Have a hydrovane and an autopilot. Find on autopilot it’s easy to tack. Set up the traveler to midships. Set up the lazy sheet with two wraps but not in the self tailer. Hit the auto tack button and wait a second or two to throw off the working sheet. Then pull on the new workingsheet. Put a wrap then the self tailer and use the button for power to get the last little bit. Reposition the traveler.
Find it’s easiest when hard on the wind so go to that point of sail to start. After tacking go to desired course and trim.
When on the hydrovane it’s much harder to tack. Do the same thing as above but on occasion get caught in irons. The continuous loop that rotates the vane goes to the stern rail so it’s a bit of a struggle to get everything done in time. Find sometimes best to turn on the engine briefly after moving vane setting to more of a reach. Sort things out and then retrim to course. This means turning on a cold diesel, running it briefly, then turning it off. This is bad for the engine. Also my AP has a wireless remote. When I screw up it’s a help.
So don’t use the hydrovane when coastal just the AP. Had the same issues in prior boats with
Servo pendulums (Fleming, Monitor). Believe if you’re going to single an AP is a better choice to use then a vane. Think this is true regardless of size of the vessel or brand of vane.
Of course offshore a vane is a thing of beauty. No electrical draw. Spot on to awa. Noiseless.
Would mention if I need to gybe will do a chicken gybe. Turn the AP to standby. Put on a slight bit of wheel break. Have both sheets out of the self tailers (still with 3or 4 wraps) and in hand. Do the gybe while handling the sheets. Open the wheel brake and turn on the AP using wind angle. Usually set it to a reach. Sort myself out. Reset course and trim.

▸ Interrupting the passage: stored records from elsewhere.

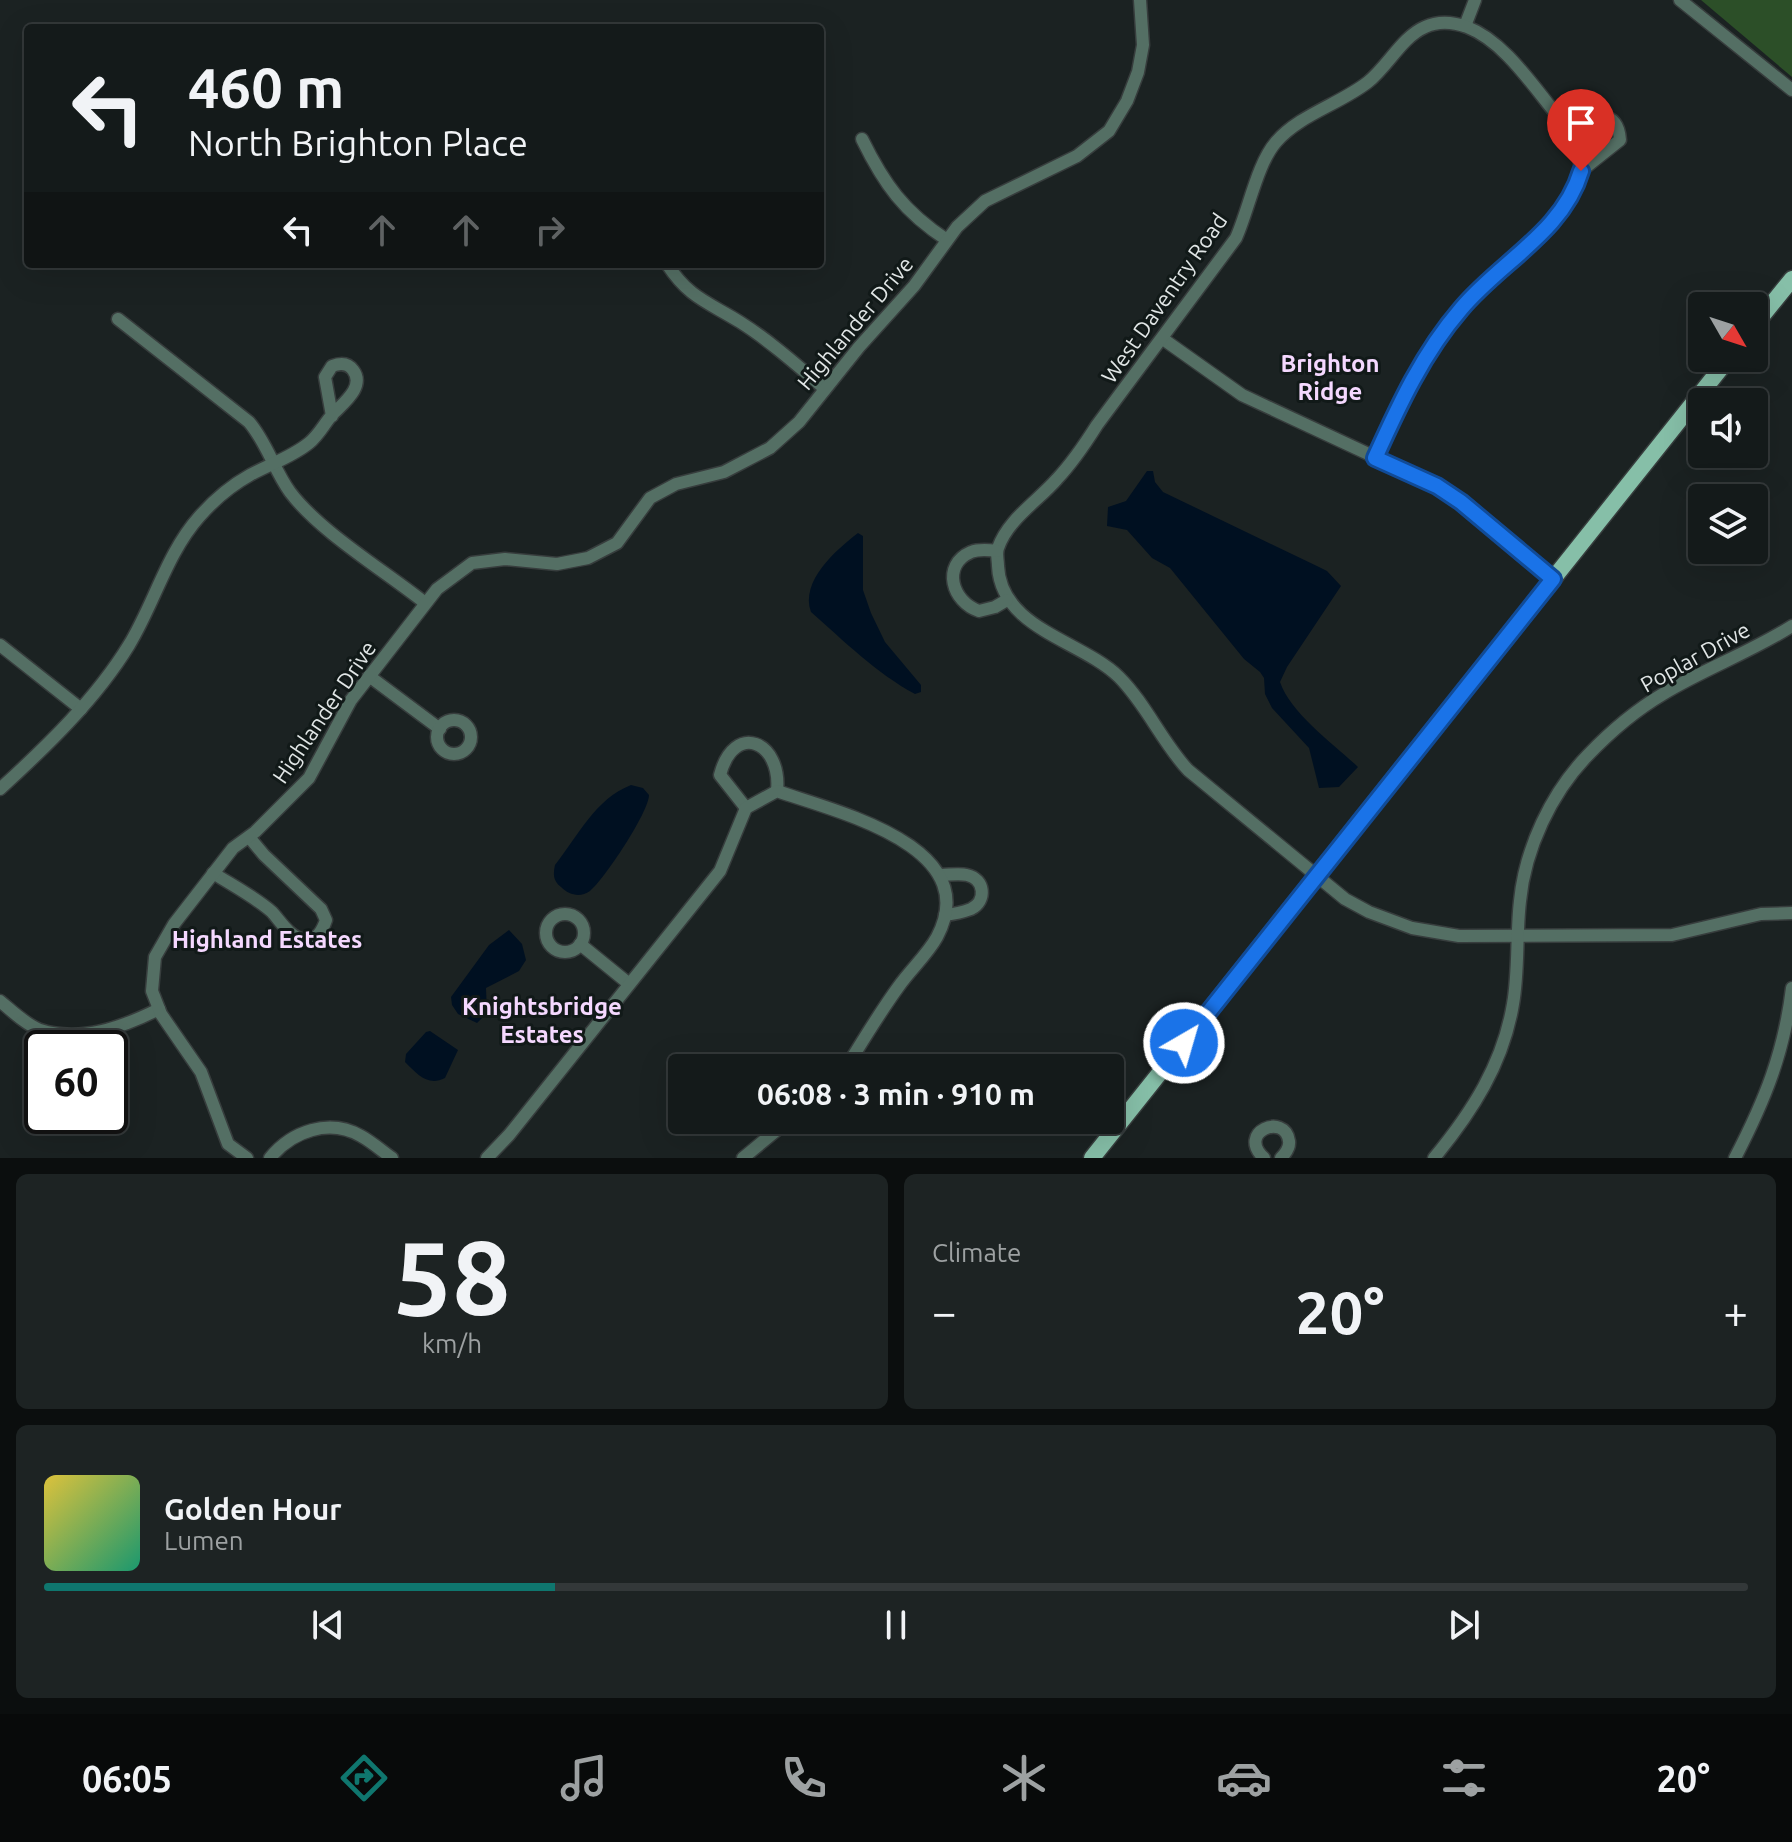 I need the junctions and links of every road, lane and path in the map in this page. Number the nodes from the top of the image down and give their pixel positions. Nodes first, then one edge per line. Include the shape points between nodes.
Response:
1 (1140, 0) edge
2 (1475, 0) edge
3 (1680, 0) edge
4 (1465, 26) junction
5 (1792, 90) edge
6 (1570, 130) junction
7 (862, 139) dead end
8 (1580, 164) junction
9 (947, 240) junction
10 (670, 268) edge
11 (1792, 279) edge
12 (1768, 309) edge
13 (118, 319) dead end
14 (1163, 339) junction
15 (1718, 372) edge
16 (825, 389) junction
17 (332, 416) dead end
18 (1375, 458) junction
19 (275, 463) junction
20 (997, 551) junction
21 (1553, 579) junction
22 (1007, 600) junction
23 (425, 603) junction
24 (1792, 626) edge
25 (0, 645) edge
26 (369, 676) junction
27 (81, 709) junction
28 (440, 729) dead end
29 (0, 789) edge
30 (777, 791) junction
31 (746, 808) junction
32 (249, 837) junction
33 (213, 873) junction
34 (941, 875) junction
35 (1317, 876) junction
36 (1792, 913) edge
37 (945, 915) junction
38 (1518, 935) junction
39 (580, 944) dead end
40 (628, 983) junction
41 (1792, 988) edge
42 (0, 1001) edge
43 (159, 1009) junction
44 (855, 1054) edge
45 (772, 1134) edge
46 (1285, 1157) edge
47 (247, 1158) edge
48 (270, 1158) edge
49 (392, 1158) edge
50 (487, 1158) edge
51 (743, 1158) edge
52 (1092, 1158) edge
53 (1264, 1158) edge
54 (1434, 1158) edge
55 (1735, 1158) edge

1 - 9 street, Highlander Drive via 1143,45 1138,72 1109,131 1077,156 985,201
2 - 4 street
3 - 5 street
4 - 6 street via 1500,49
4 - 14 street, West Daventry Road via 1439,22 1422,28 1370,80 1277,140 1263,161 1236,238
6 - 8 street
6 - 8 street via 1599,114 1619,128 1620,140
7 - 9 street via 893,195
8 - 18 street via 1576,189 1546,230 1462,307 1432,347
9 - 16 street, Highlander Drive
10 - 16 street via 704,303 740,322
11 - 12 main road
13 - 19 street via 249,422
14 - 18 street via 1242,395
14 - 20 street, West Daventry Road via 1078,455 1008,529
15 - 21 main road
16 - 23 street, Highlander Drive via 770,448 724,472 676,484 650,498 617,543 588,558 557,564 505,559 472,563
17 - 19 street via 307,445
18 - 21 street via 1461,502
19 - 23 street via 306,510
19 - 27 street via 249,475 199,517 129,646
20 - 22 street
20 - 22 street via 970,552 953,574 954,590 961,602 979,611
21 - 35 main road
22 - 35 street via 1110,670 1188,770
23 - 26 street, Highlander Drive
24 - 38 street, Poplar Drive via 1664,693 1586,757 1550,809 1526,862
25 - 27 street
26 - 28 street
26 - 32 street, Highlander Drive via 309,778
27 - 29 street
30 - 31 street
30 - 31 street via 775,760 763,748 740,744 727,753 720,775
30 - 34 street via 858,819 912,846
31 - 40 street via 720,871
32 - 33 street, Highlander Drive
32 - 33 street via 321,909 326,920 322,932 303,940 269,909
33 - 43 street, Highlander Drive via 155,957 152,991
34 - 37 street
34 - 37 street via 969,875 982,888 973,908
35 - 38 street via 1345,899 1412,928 1459,936
35 - 52 main road
36 - 38 street via 1717,922 1672,935
37 - 44 street via 936,939
38 - 54 street, Poplar Drive via 1513,1005 1494,1068 1475,1105
39 - 40 street
40 - 50 street
41 - 55 street via 1786,1033 1771,1080
42 - 43 street via 38,1029 66,1035 132,1023
43 - 47 street, Highlander Drive via 201,1072 228,1144
45 - 51 street
46 - 53 street via 1286,1134 1271,1126 1255,1140
48 - 49 street via 305,1130 325,1128 353,1132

I don’t use this technique with the vane. Rather roll up the jib, chicken gybe, roll out the jib. Have the vane fixed amidships and reach back to play the wheel. It’s cumbersome even with another up to help let a lone when one up. Frequently if going down wind for awhile have no main. That’s easier. Have one sheet in the self tailer and push the button as needed as you ease the other while doing a standard gybe.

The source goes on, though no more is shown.